> _To do_
Every line of the entries below that includes "main" belongs in the answer, copied as written.

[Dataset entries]
::::
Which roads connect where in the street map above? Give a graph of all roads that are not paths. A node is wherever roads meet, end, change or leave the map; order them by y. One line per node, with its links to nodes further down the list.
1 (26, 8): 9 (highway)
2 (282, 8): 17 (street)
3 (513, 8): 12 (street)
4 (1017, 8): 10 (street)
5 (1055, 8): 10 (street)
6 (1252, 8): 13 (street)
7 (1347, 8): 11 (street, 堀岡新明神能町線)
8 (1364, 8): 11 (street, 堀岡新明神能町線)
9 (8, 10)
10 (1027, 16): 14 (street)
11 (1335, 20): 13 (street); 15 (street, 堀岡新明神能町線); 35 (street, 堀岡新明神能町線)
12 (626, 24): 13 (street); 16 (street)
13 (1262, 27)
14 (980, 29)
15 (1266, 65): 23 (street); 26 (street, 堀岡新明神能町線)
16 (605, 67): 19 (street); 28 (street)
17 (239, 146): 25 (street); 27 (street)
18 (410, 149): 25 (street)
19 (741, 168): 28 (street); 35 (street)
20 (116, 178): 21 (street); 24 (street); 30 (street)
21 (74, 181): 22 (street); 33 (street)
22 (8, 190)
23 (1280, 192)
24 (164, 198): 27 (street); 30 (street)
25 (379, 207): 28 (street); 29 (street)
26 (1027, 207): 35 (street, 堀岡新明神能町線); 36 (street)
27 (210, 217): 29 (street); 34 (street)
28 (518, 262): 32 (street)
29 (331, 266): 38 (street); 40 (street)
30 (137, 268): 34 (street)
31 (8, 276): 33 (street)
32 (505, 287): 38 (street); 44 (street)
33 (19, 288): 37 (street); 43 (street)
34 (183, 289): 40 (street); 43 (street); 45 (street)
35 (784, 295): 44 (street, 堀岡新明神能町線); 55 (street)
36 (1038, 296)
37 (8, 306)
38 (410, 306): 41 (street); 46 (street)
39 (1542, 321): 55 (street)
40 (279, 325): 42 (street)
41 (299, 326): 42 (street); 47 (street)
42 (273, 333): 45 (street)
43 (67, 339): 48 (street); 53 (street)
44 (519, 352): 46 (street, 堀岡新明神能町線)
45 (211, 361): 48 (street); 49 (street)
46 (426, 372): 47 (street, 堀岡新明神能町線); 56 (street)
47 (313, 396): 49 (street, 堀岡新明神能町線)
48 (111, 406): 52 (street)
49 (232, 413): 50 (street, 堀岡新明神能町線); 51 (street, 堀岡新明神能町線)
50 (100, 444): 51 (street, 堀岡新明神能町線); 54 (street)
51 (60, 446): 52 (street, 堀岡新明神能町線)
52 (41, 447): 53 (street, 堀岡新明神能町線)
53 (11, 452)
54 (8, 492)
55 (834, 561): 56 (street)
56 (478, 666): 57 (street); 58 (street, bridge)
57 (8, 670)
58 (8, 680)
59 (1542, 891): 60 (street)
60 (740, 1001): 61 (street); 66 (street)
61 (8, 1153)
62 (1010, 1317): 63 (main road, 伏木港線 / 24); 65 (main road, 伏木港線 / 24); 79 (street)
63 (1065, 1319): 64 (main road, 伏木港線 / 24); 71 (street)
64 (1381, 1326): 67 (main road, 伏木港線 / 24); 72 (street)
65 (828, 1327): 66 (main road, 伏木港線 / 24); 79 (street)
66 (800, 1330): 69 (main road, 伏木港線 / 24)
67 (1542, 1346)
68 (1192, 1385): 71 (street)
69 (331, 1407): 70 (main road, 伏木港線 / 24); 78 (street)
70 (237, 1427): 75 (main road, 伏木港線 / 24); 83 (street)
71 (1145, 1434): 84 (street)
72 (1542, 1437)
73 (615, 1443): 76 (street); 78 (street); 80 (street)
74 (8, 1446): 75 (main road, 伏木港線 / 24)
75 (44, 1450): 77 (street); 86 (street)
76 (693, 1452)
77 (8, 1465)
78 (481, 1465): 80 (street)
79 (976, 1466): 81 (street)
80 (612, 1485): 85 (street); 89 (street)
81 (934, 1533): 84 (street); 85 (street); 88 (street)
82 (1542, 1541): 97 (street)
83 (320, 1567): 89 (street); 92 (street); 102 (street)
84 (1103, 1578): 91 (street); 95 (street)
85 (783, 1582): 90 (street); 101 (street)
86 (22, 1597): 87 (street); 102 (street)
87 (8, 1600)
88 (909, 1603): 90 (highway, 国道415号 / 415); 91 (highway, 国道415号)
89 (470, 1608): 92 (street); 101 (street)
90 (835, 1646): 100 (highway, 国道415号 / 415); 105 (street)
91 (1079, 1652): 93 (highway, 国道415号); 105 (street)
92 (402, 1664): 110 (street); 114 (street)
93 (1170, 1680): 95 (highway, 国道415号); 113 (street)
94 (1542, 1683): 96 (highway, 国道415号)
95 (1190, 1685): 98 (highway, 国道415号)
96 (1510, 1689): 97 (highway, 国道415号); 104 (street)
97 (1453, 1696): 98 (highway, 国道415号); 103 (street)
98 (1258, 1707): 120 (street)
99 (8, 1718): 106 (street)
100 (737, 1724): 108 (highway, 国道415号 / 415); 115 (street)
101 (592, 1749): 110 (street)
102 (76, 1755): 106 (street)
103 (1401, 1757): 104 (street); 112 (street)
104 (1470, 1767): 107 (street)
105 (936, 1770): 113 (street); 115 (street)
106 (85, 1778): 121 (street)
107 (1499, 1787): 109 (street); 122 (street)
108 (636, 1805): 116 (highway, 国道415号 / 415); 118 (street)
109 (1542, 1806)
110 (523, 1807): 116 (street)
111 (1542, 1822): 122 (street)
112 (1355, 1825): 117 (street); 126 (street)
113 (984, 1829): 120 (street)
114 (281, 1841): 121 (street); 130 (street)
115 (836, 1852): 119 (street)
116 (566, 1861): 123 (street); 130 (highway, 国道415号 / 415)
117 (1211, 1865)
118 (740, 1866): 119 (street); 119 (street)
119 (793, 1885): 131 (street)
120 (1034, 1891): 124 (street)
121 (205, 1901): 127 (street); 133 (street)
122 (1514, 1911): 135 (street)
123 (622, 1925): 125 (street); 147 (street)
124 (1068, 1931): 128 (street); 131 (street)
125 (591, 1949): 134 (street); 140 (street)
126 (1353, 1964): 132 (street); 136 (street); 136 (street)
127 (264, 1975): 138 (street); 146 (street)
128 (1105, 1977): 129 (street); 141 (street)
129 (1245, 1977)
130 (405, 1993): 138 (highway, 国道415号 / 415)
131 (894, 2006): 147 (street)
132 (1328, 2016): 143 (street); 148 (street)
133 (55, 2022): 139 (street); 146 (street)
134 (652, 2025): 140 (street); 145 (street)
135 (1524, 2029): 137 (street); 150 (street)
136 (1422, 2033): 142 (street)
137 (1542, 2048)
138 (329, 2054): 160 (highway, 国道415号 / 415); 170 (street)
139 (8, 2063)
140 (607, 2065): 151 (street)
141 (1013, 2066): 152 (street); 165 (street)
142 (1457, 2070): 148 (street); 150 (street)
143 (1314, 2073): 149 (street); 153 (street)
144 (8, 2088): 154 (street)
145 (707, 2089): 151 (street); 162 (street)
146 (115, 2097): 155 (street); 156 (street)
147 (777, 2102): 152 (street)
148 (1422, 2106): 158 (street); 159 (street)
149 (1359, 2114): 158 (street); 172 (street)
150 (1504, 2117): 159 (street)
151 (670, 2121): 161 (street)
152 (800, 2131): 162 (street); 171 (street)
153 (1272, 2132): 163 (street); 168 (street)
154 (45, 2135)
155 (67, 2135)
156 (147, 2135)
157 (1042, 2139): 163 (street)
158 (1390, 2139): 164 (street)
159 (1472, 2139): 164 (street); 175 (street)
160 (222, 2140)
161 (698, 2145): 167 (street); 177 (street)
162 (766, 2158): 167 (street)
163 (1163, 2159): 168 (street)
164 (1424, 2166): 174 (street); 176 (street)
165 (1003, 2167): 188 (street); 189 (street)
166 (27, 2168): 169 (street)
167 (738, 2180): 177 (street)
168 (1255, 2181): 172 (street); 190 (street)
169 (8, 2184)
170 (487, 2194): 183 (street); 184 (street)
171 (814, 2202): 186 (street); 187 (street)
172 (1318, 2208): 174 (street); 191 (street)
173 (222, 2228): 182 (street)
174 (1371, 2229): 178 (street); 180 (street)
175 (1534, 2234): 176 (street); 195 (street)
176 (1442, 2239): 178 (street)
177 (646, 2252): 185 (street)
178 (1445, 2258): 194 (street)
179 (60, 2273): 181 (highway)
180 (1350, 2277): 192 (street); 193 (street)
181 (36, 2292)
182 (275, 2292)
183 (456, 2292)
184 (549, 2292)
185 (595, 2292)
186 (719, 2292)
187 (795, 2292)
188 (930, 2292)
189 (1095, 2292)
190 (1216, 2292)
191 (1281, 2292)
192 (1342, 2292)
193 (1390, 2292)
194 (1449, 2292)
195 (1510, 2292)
::::
> _Solution to the problem_
62 (1010, 1317): 63 (main road, 伏木港線 / 24); 65 (main road, 伏木港線 / 24); 79 (street)
63 (1065, 1319): 64 (main road, 伏木港線 / 24); 71 (street)
64 (1381, 1326): 67 (main road, 伏木港線 / 24); 72 (street)
65 (828, 1327): 66 (main road, 伏木港線 / 24); 79 (street)
66 (800, 1330): 69 (main road, 伏木港線 / 24)
69 (331, 1407): 70 (main road, 伏木港線 / 24); 78 (street)
70 (237, 1427): 75 (main road, 伏木港線 / 24); 83 (street)
74 (8, 1446): 75 (main road, 伏木港線 / 24)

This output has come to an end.